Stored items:
^^^^^^^^
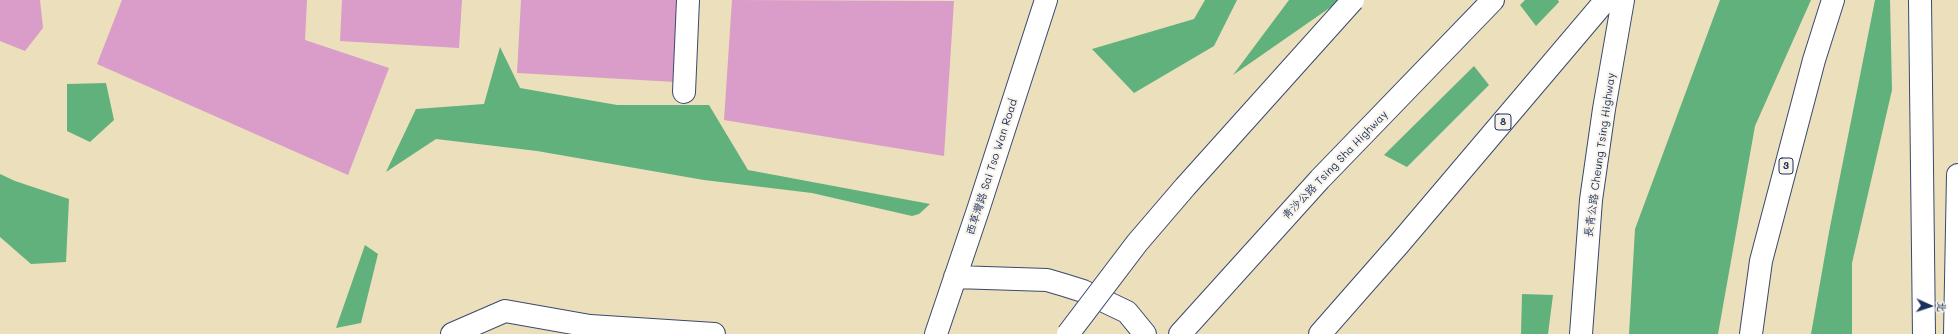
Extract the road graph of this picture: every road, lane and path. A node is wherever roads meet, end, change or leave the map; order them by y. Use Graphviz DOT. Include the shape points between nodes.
graph roads {
  1 [pos="688,0"];
  2 [pos="1046,0"];
  3 [pos="1353,0"];
  4 [pos="1493,0"];
  5 [pos="1606,0"];
  6 [pos="1623,0"];
  7 [pos="1832,0"];
  8 [pos="1920,0"];
  9 [pos="684,92"];
  10 [pos="1958,175"];
  11 [pos="955,277"];
  12 [pos="452,334"];
  13 [pos="714,334"];
  14 [pos="936,334"];
  15 [pos="1068,334"];
  16 [pos="1145,334"];
  17 [pos="1180,334"];
  18 [pos="1320,334"];
  19 [pos="1581,334"];
  20 [pos="1750,334"];
  21 [pos="1924,334"];
  22 [pos="1955,334"];
  1 -- 9 [label="main road"];
  2 -- 11 [label="main road, 西草灣路 Sai Tso Wan Road"];
  3 -- 15 [label="main road, bridge" via="1137,243"];
  4 -- 17 [label="main road, 青沙公路 Tsing Sha Highway" via="1314,185"];
  5 -- 18 [label="main road, 8" via="1400,244"];
  6 -- 19 [label="main road, 長青公路 Cheung Tsing Highway" via="1591,200"];
  7 -- 20 [label="main road, 3" via="1762,261"];
  8 -- 21 [label="main road"];
  10 -- 22 [label="main road"];
  11 -- 14 [label="main road, 西草灣路 Sai Tso Wan Road"];
  11 -- 16 [label="main road" via="1047,280 1064,285 1128,312"];
  12 -- 13 [label="main road" via="505,311 590,326"];
}
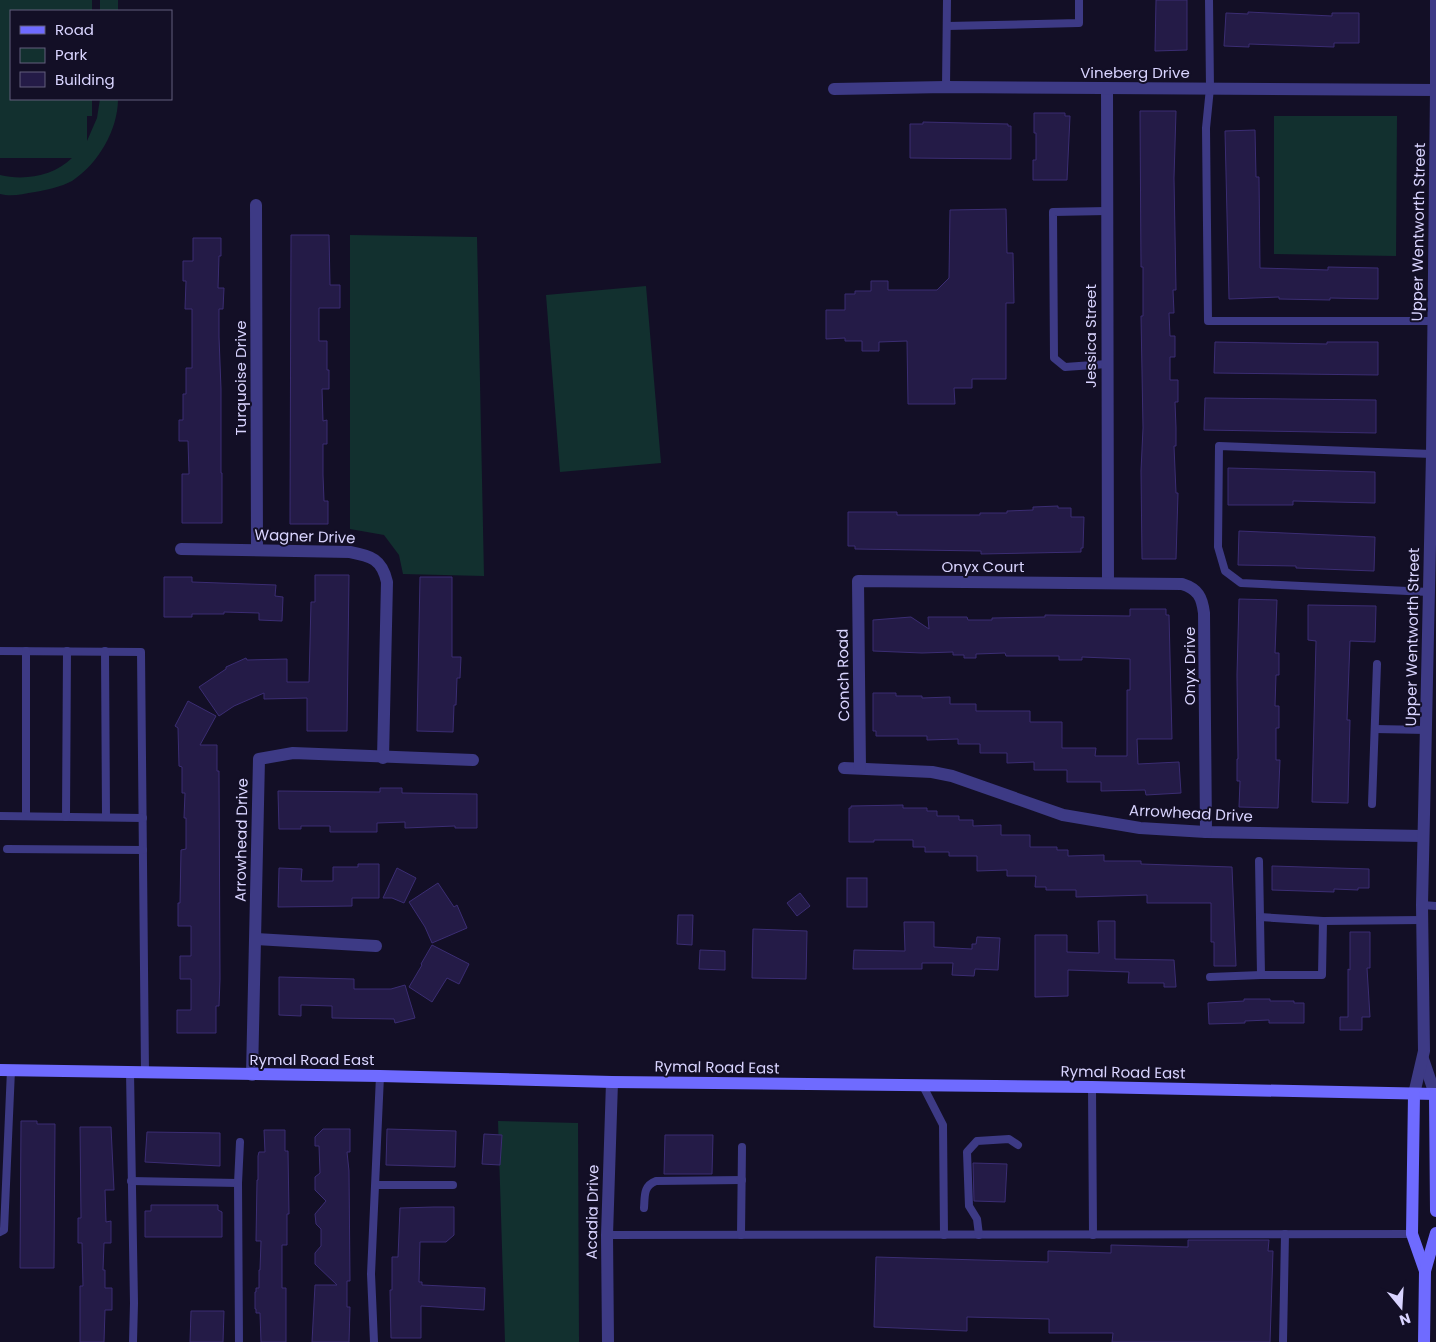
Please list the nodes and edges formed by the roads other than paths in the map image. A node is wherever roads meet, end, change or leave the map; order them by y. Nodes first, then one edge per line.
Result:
1 (947, 0) edge
2 (1079, 0) edge
3 (1209, 0) edge
4 (1436, 0) edge
5 (947, 26) junction
6 (946, 87) junction
7 (1107, 88) junction
8 (1210, 88) junction
9 (834, 89) dead end
10 (1436, 90) edge
11 (256, 205) dead end
12 (1106, 211) junction
13 (1433, 321) junction
14 (1107, 364) junction
15 (1432, 454) junction
16 (181, 549) dead end
17 (257, 550) junction
18 (858, 581) joint
19 (1108, 583) junction
20 (1429, 592) junction
21 (0, 651) edge
22 (26, 651) junction
23 (67, 651) junction
24 (104, 651) junction
25 (1377, 664) dead end
26 (1432, 677) edge
27 (1375, 729) junction
28 (1426, 730) junction
29 (383, 758) junction
30 (473, 760) dead end
31 (844, 768) dead end
32 (860, 768) junction
33 (1372, 804) dead end
34 (0, 816) edge
35 (26, 816) junction
36 (66, 817) junction
37 (106, 817) junction
38 (143, 818) junction
39 (1206, 832) junction
40 (1424, 836) junction
41 (7, 849) dead end
42 (143, 850) junction
43 (1259, 862) dead end
44 (1422, 906) junction
45 (1436, 906) edge
46 (1260, 917) junction
47 (1422, 920) junction
48 (1323, 921) junction
49 (256, 940) junction
50 (376, 946) dead end
51 (1261, 975) junction
52 (1210, 977) dead end
53 (1423, 1058) junction
54 (6, 1070) edge
55 (130, 1072) junction
56 (145, 1073) junction
57 (252, 1075) junction
58 (380, 1076) junction
59 (612, 1082) junction
60 (923, 1086) junction
61 (1092, 1087) junction
62 (1414, 1094) junction
63 (1435, 1094) edge
64 (240, 1142) dead end
65 (1018, 1145) dead end
66 (742, 1147) dead end
67 (742, 1180) junction
68 (131, 1181) junction
69 (238, 1183) junction
70 (376, 1185) junction
71 (453, 1186) dead end
72 (644, 1208) dead end
73 (1436, 1211) edge
74 (0, 1232) edge
75 (1436, 1233) edge
76 (1093, 1234) junction
77 (1285, 1234) junction
78 (1412, 1234) junction
79 (607, 1235) junction
80 (741, 1235) junction
81 (944, 1235) junction
82 (978, 1235) junction
83 (1430, 1271) edge
84 (132, 1342) edge
85 (239, 1342) edge
86 (374, 1342) edge
87 (608, 1342) edge
88 (1283, 1342) edge
89 (1424, 1342) edge

1 - 5 lane
2 - 5 lane
3 - 8 lane
4 - 10 street, Upper Wentworth Street
5 - 6 lane
6 - 7 street, Vineberg Drive
6 - 9 street, Vineberg Drive
7 - 8 street, Vineberg Drive
7 - 12 street, Jessica Street
8 - 10 street, Vineberg Drive
8 - 13 lane
10 - 13 street, Upper Wentworth Street
11 - 17 street, Turquoise Drive
12 - 14 street, Jessica Street
12 - 14 lane
13 - 15 street, Upper Wentworth Street
14 - 19 street, Jessica Street
15 - 20 street, Upper Wentworth Street
15 - 20 lane
16 - 17 street, Wagner Drive
17 - 29 street, Wagner Drive
18 - 19 street, Onyx Court
18 - 32 street, Conch Road
19 - 39 street, Onyx Drive
20 - 26 street, Upper Wentworth Street
21 - 22 lane
22 - 23 lane
22 - 35 lane
23 - 24 lane
23 - 36 lane
24 - 37 lane
24 - 38 lane
25 - 27 lane
26 - 28 street, Upper Wentworth Street
27 - 28 lane
27 - 33 lane
28 - 40 street, Upper Wentworth Street
29 - 30 street, Arrowhead Drive
29 - 49 street, Arrowhead Drive
31 - 32 street, Arrowhead Drive
32 - 39 street, Arrowhead Drive
34 - 35 lane
35 - 36 lane
36 - 37 lane
37 - 38 lane
38 - 42 lane
39 - 40 street, Arrowhead Drive
40 - 44 street, Upper Wentworth Street
41 - 42 lane
42 - 56 lane
43 - 46 lane
44 - 45 lane
44 - 47 street, Upper Wentworth Street
46 - 48 lane
46 - 51 lane
47 - 48 lane
47 - 53 street, Upper Wentworth Street
48 - 51 lane
49 - 50 street
49 - 57 street, Arrowhead Drive
51 - 52 lane
53 - 62 street, Upper Wentworth Street
53 - 63 street
54 - 55 main road, Rymal Road East
54 - 74 lane
55 - 56 main road, Rymal Road East
55 - 68 lane
56 - 57 main road, Rymal Road East
57 - 58 main road, Rymal Road East
58 - 59 main road, Rymal Road East
58 - 70 lane
59 - 60 main road, Rymal Road East
59 - 79 street, Acadia Drive
60 - 61 main road, Rymal Road East
60 - 81 lane
61 - 62 main road, Rymal Road East
61 - 76 lane
62 - 63 main road, Rymal Road East
62 - 78 main road, Upper Wentworth Street
63 - 73 main road
64 - 69 lane
65 - 82 lane
66 - 67 lane
67 - 72 lane
67 - 80 lane
68 - 69 lane
68 - 84 lane
69 - 85 lane
70 - 71 lane
70 - 86 lane
75 - 83 main road, Upper Wentworth Street
76 - 77 lane
76 - 82 lane
77 - 78 lane
77 - 88 lane
78 - 83 main road, Upper Wentworth Street
79 - 80 lane
79 - 87 street, Acadia Drive
80 - 81 lane
81 - 82 lane
83 - 89 main road, Upper Wentworth Street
^^^^^^^^
What you have to do: Copy nothing past the line containing "Please list the": reproduce every line from the start of the records up to it, skipping pictures.

Exercise solution:
Extract the road graph of this picture: every road, lane and path. A node is wherever roads meet, end, change or leave the map; order them by y. Use Graphviz DOT. Include the shape points between nodes.
graph roads {
  1 [pos="688,0"];
  2 [pos="1046,0"];
  3 [pos="1353,0"];
  4 [pos="1493,0"];
  5 [pos="1606,0"];
  6 [pos="1623,0"];
  7 [pos="1832,0"];
  8 [pos="1920,0"];
  9 [pos="684,92"];
  10 [pos="1958,175"];
  11 [pos="955,277"];
  12 [pos="452,334"];
  13 [pos="714,334"];
  14 [pos="936,334"];
  15 [pos="1068,334"];
  16 [pos="1145,334"];
  17 [pos="1180,334"];
  18 [pos="1320,334"];
  19 [pos="1581,334"];
  20 [pos="1750,334"];
  21 [pos="1924,334"];
  22 [pos="1955,334"];
  1 -- 9 [label="main road"];
  2 -- 11 [label="main road, 西草灣路 Sai Tso Wan Road"];
  3 -- 15 [label="main road, bridge" via="1137,243"];
  4 -- 17 [label="main road, 青沙公路 Tsing Sha Highway" via="1314,185"];
  5 -- 18 [label="main road, 8" via="1400,244"];
  6 -- 19 [label="main road, 長青公路 Cheung Tsing Highway" via="1591,200"];
  7 -- 20 [label="main road, 3" via="1762,261"];
  8 -- 21 [label="main road"];
  10 -- 22 [label="main road"];
  11 -- 14 [label="main road, 西草灣路 Sai Tso Wan Road"];
  11 -- 16 [label="main road" via="1047,280 1064,285 1128,312"];
  12 -- 13 [label="main road" via="505,311 590,326"];
}
Please list the nodes and edges formed by the roads other than paths in the map image. A node is wherever roads meet, end, change or leave the map; order them by y. Nodes first, then one edge per line.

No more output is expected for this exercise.